Saved data entries:
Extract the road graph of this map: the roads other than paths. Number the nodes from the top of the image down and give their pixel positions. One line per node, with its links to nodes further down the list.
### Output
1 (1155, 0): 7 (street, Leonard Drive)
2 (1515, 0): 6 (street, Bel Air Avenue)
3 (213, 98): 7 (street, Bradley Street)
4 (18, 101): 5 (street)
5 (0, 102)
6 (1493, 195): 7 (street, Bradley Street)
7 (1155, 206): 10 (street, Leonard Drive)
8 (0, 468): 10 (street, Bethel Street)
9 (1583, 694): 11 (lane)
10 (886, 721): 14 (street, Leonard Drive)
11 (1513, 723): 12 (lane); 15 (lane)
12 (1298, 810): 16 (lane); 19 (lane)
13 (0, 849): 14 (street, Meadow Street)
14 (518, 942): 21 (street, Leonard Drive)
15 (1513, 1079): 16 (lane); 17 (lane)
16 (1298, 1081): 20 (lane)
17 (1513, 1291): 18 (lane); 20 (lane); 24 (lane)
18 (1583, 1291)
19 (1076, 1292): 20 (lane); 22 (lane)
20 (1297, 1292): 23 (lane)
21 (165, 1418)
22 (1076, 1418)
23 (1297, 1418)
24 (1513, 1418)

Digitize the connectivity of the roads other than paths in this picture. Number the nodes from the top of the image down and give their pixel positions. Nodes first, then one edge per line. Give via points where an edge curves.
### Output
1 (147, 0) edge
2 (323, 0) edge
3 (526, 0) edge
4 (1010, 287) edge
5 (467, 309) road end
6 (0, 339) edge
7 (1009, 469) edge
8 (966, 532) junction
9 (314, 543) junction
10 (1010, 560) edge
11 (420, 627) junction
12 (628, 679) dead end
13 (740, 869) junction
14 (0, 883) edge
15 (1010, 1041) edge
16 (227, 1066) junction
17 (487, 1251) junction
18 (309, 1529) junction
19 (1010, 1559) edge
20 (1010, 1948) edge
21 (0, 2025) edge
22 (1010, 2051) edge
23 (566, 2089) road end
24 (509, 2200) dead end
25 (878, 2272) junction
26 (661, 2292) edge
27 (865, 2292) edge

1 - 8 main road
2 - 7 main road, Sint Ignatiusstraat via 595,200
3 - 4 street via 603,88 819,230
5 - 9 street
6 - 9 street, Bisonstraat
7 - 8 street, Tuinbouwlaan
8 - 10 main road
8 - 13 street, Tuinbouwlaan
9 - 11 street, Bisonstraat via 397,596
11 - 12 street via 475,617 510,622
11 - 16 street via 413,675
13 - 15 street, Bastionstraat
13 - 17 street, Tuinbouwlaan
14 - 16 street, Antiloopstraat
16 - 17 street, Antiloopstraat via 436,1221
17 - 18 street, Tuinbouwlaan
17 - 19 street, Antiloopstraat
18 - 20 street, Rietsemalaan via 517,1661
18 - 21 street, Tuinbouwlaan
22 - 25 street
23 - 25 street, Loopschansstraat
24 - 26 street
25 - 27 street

**Task statement**
Now repeat the data exactly, keeping every line.

**Written reply**
Extract the road graph of this map: the roads other than paths. Number the nodes from the top of the image down and give their pixel positions. One line per node, with its links to nodes further down the list.
### Output
1 (1155, 0): 7 (street, Leonard Drive)
2 (1515, 0): 6 (street, Bel Air Avenue)
3 (213, 98): 7 (street, Bradley Street)
4 (18, 101): 5 (street)
5 (0, 102)
6 (1493, 195): 7 (street, Bradley Street)
7 (1155, 206): 10 (street, Leonard Drive)
8 (0, 468): 10 (street, Bethel Street)
9 (1583, 694): 11 (lane)
10 (886, 721): 14 (street, Leonard Drive)
11 (1513, 723): 12 (lane); 15 (lane)
12 (1298, 810): 16 (lane); 19 (lane)
13 (0, 849): 14 (street, Meadow Street)
14 (518, 942): 21 (street, Leonard Drive)
15 (1513, 1079): 16 (lane); 17 (lane)
16 (1298, 1081): 20 (lane)
17 (1513, 1291): 18 (lane); 20 (lane); 24 (lane)
18 (1583, 1291)
19 (1076, 1292): 20 (lane); 22 (lane)
20 (1297, 1292): 23 (lane)
21 (165, 1418)
22 (1076, 1418)
23 (1297, 1418)
24 (1513, 1418)

Digitize the connectivity of the roads other than paths in this picture. Number the nodes from the top of the image down and give their pixel positions. Nodes first, then one edge per line. Give via points where an edge curves.
### Output
1 (147, 0) edge
2 (323, 0) edge
3 (526, 0) edge
4 (1010, 287) edge
5 (467, 309) road end
6 (0, 339) edge
7 (1009, 469) edge
8 (966, 532) junction
9 (314, 543) junction
10 (1010, 560) edge
11 (420, 627) junction
12 (628, 679) dead end
13 (740, 869) junction
14 (0, 883) edge
15 (1010, 1041) edge
16 (227, 1066) junction
17 (487, 1251) junction
18 (309, 1529) junction
19 (1010, 1559) edge
20 (1010, 1948) edge
21 (0, 2025) edge
22 (1010, 2051) edge
23 (566, 2089) road end
24 (509, 2200) dead end
25 (878, 2272) junction
26 (661, 2292) edge
27 (865, 2292) edge

1 - 8 main road
2 - 7 main road, Sint Ignatiusstraat via 595,200
3 - 4 street via 603,88 819,230
5 - 9 street
6 - 9 street, Bisonstraat
7 - 8 street, Tuinbouwlaan
8 - 10 main road
8 - 13 street, Tuinbouwlaan
9 - 11 street, Bisonstraat via 397,596
11 - 12 street via 475,617 510,622
11 - 16 street via 413,675
13 - 15 street, Bastionstraat
13 - 17 street, Tuinbouwlaan
14 - 16 street, Antiloopstraat
16 - 17 street, Antiloopstraat via 436,1221
17 - 18 street, Tuinbouwlaan
17 - 19 street, Antiloopstraat
18 - 20 street, Rietsemalaan via 517,1661
18 - 21 street, Tuinbouwlaan
22 - 25 street
23 - 25 street, Loopschansstraat
24 - 26 street
25 - 27 street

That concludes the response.